WASHINGTON, May 10, 2017 – The Senate today unexpectedly rejected a resolution calling for the repeal of an Obama administration rule restricting methane venting and flaring on public and tribal lands.

Three Republicans – John McCain of Arizona, Lindsay Graham of South Carolina and Maine’s Susan Collins – joined every Democrat in voting against the resolution, which failed in a 51-49 vote. The House voted to get rid of the rule in February.

Supporters of the restrictions argued that the Waste Prevention rule, issued by the Bureau of Land Management in November, would help clean the nation’s air while creating jobs, improving oil and gas production efficiency, and boosting local, state and federal revenues from the increased output from the captured gases.

Democrat Michael Bennet had pointed out that these benefits are being proven by similar methane restrictions his home state of Colorado introduced in 2014, with positive results and broad public support.

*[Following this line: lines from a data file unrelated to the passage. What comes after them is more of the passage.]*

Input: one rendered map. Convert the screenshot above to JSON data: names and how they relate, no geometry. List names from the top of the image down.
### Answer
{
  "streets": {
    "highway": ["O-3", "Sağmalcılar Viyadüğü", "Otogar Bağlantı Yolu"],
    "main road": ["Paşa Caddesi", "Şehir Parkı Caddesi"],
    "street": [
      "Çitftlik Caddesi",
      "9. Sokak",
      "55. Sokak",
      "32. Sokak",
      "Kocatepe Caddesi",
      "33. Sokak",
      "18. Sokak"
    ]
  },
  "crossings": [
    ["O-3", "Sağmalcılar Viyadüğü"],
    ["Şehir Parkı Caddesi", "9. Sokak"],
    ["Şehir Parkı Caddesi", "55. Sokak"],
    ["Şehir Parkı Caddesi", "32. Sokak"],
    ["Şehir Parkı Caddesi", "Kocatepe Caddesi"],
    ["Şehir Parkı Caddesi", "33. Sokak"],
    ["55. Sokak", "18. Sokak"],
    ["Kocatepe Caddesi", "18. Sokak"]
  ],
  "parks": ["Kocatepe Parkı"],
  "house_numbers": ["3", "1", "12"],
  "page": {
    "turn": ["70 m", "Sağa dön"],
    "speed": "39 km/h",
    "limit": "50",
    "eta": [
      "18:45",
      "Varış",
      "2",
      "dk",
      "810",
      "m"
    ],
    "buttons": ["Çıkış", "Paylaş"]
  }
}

Repeal advocates included Myron Ebell at the Competitive Enterprise Institute, Thomas Pyle at American Energy Alliance, Grover Norquist at Americans for Tax Reform, and eight other conservative groups. They sent a joint letter to senators last week, charging that without repeal, the BLM rule “will cost roughly $297 million per year” and “decrease energy production on federal lands, leading to fewer revenues from royalties and higher energy costs, not to mention lost jobs.”

In sharp contrast, Senate Energy Committee ranking member Maria Cantwell, D-Wash., said at a press briefing on Monday that wasteful flaring, venting, and methane leaking not only means lost production for oil companies but a reduction in royalty payments to the federal government.

Warning that it would be a huge step backward if the Senate repealed the BLM methane rule,” she said the choice was between “a common-sense rule that is already saving taxpayers money” or “we can go back to more pollution and more waste.”

EDF Action, the advocacy arm of the Environmental Defense Fund, called the Senate vote “a huge win.”

“For months now, our opposition in the Senate has been scrambling to gather enough votes to roll back common-sense standards limiting the dangerous climate pollution emitted by the oil and gas industry on our federal lands,” the group said in an email. “They just lost the vote – and their chance to strip these crucial clean air and climate protections has slipped away.”

Today’s vote was the first time since President Trump’s election that Republicans failed in their attempt to use the Congressional Review Act to repeal rules passed by the Obama administration. GOP lawmakers had success with 13 earlier resolutions. The window to use the Act, which allows Congress to overturn rules within 60 days of their adoption, expires tomorrow.